The changing housing market is still viable

There are a number of ways to determine a changing housing market.  An obvious indicator of a changing housing market is a swelling home sale inventory.  According to the National Association of Realtors July 20th press release, “inventory of unsold existing homes rose to 1.26 million by the end of June, or the equivalent of 3.0 months at the current monthly sales pace.”  As a matter of comparison, home sale inventory rose 9.6 percent from the previous month, and 2.4 percent from the same time last year.

changing housing market
what experts are saying

Another indicator of a changing housing market is remodeling activity.  Believe it or not, there is an index for this.  The Leading Indicator of Remodeling Activity (LIRA) is a product of the Remodeling Futures Program at the Joint Center for Housing Studies of Harvard University. The LIRA projects that investments in home remodeling will “decelerate” from 2022’s 17.4 percent to 10.1 percent by the second quarter of 2023.

In a July 19th press release, Project Director of the Remodeling Futures Program at the Center, Carlos Martín, stated: “Slowing sales of existing homes, rising mortgage interest rates, and moderating house price appreciation are expected to dampen owners’ investments in home improvements and maintenance over the coming year. Steep slowdowns in homebuilding, retail sales of building materials, and renovation permits all also point to a cooling environment for residential remodeling”

Although a changing market sounds ominous, it’s still a viable market. Abbe Will, Associate Project Director of the Remodeling Futures Program, stated: “While beginning to soften, growth in spending for home improvements and repairs is expected to remain well above the market’s historical average of 5 percent. In the first half of 2023, annual remodeling expenditures are still set to expand to nearly $450 billion.”
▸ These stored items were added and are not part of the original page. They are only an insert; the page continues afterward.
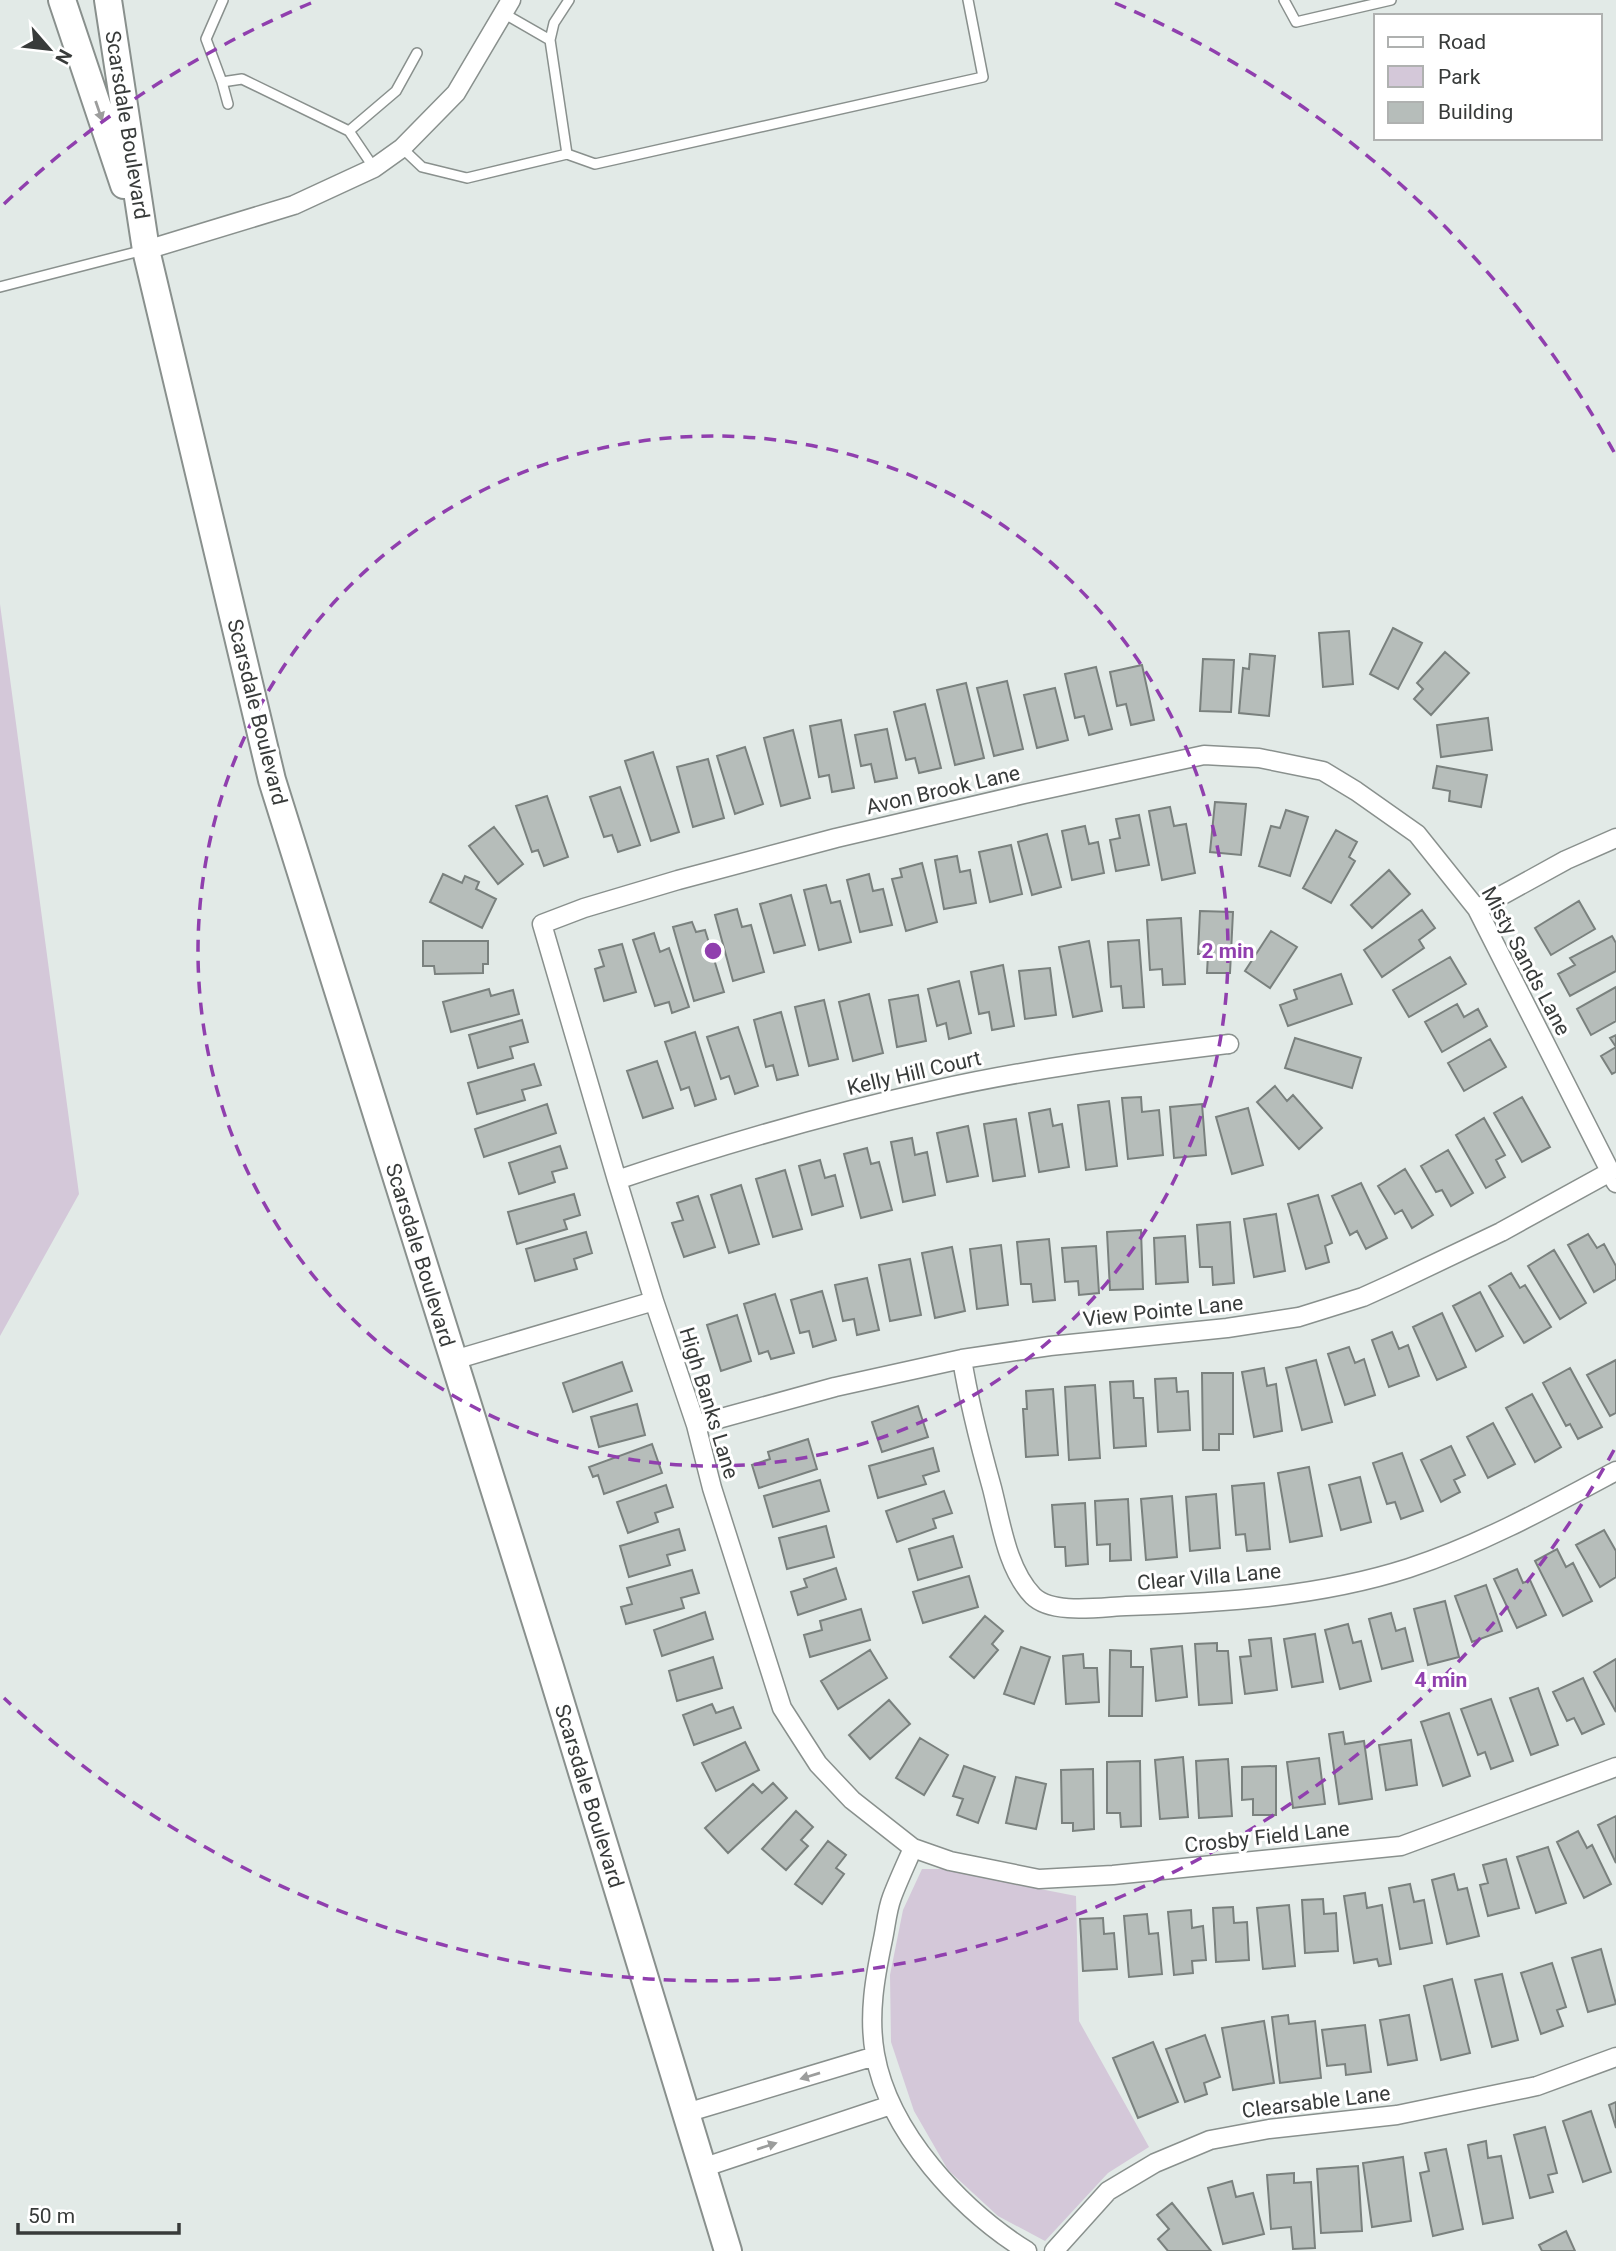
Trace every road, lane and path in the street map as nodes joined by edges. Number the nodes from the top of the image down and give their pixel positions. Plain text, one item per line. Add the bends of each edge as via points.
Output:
1 (62, 0) edge
2 (108, 0) edge
3 (223, 0) edge
4 (569, 0) edge
5 (968, 0) edge
6 (1284, 0) edge
7 (1391, 0) edge
8 (507, 6) edge
9 (550, 40) junction
10 (417, 53) dead end
11 (222, 82) junction
12 (228, 104) dead end
13 (349, 131) junction
14 (402, 148) junction
15 (567, 154) junction
16 (374, 168) junction
17 (146, 250) junction
18 (0, 287) edge
19 (1356, 791) joint
20 (1616, 838) edge
21 (1477, 909) junction
22 (542, 924) joint
23 (1229, 1044) dead end
24 (1613, 1178) edge
25 (617, 1180) junction
26 (654, 1301) junction
27 (962, 1359) junction
28 (454, 1360) junction
29 (696, 1425) junction
30 (1616, 1471) edge
31 (1616, 1767) edge
32 (913, 1848) junction
33 (875, 2056) junction
34 (1616, 2057) edge
35 (891, 2105) junction
36 (686, 2113) junction
37 (702, 2168) junction
38 (728, 2251) edge
39 (1027, 2251) edge
40 (1054, 2251) edge

1 -> 17 main road, Scarsdale Boulevard
2 - 17 main road, Scarsdale Boulevard
3 - 11 lane via 206,39
4 - 9 lane via 554,23
5 - 15 lane via 984,77 595,164
6 - 7 lane via 1296,22
8 - 9 lane
8 - 14 street via 456,93
9 - 15 lane
10 - 13 lane via 396,91
11 - 12 lane
11 - 13 lane via 242,79
13 - 16 lane
14 - 15 lane via 422,167 467,178
14 - 16 street
16 - 17 street via 294,205
17 - 18 lane
17 - 28 main road, Scarsdale Boulevard via 272,780
19 - 21 street, Misty Sands Lane via 1417,834
19 - 22 street, Avon Brook Lane via 1323,771 1259,758 1204,755 823,842 666,883
20 - 21 street
21 - 24 street, Misty Sands Lane
22 - 25 street, High Banks Lane
23 - 25 street, Kelly Hill Court via 936,1089 778,1130
24 - 27 street, View Pointe Lane via 1363,1297 1299,1317
25 - 26 street, High Banks Lane
26 - 28 street
26 - 29 street, High Banks Lane
27 - 29 street, View Pointe Lane
27 - 30 street, Clear Villa Lane via 970,1408 1017,1572 1035,1598 1063,1609 1258,1597 1331,1587 1409,1568 1494,1535
28 - 36 main road, Scarsdale Boulevard
29 - 32 street, High Banks Lane via 782,1708 818,1764 852,1800
31 - 32 street, Crosby Field Lane via 1401,1846 1039,1879 950,1861
32 - 33 street via 891,1900 873,1987
33 - 35 street
33 -> 36 street
34 - 40 street, Clearsable Lane via 1536,2086 1397,2115 1210,2140 1155,2162 1108,2191
37 -> 35 street
35 - 39 street via 926,2161 964,2203
36 - 37 main road, Scarsdale Boulevard
37 - 38 main road, Scarsdale Boulevard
Other signs the market is still viable, is that first time home buyers are still a large part of the market, and all-cash transactions continue to be a factor as well.  As indicated in NAR’s press release, first-time home buyers accounted for 30 percent of the home sales in June, which is an increase from May, but slightly down from the 31 percent the same time last year. Additionally, buyers paying all cash accounted for 25 percent of home sales, which is an increase from 23 percent the same time last year.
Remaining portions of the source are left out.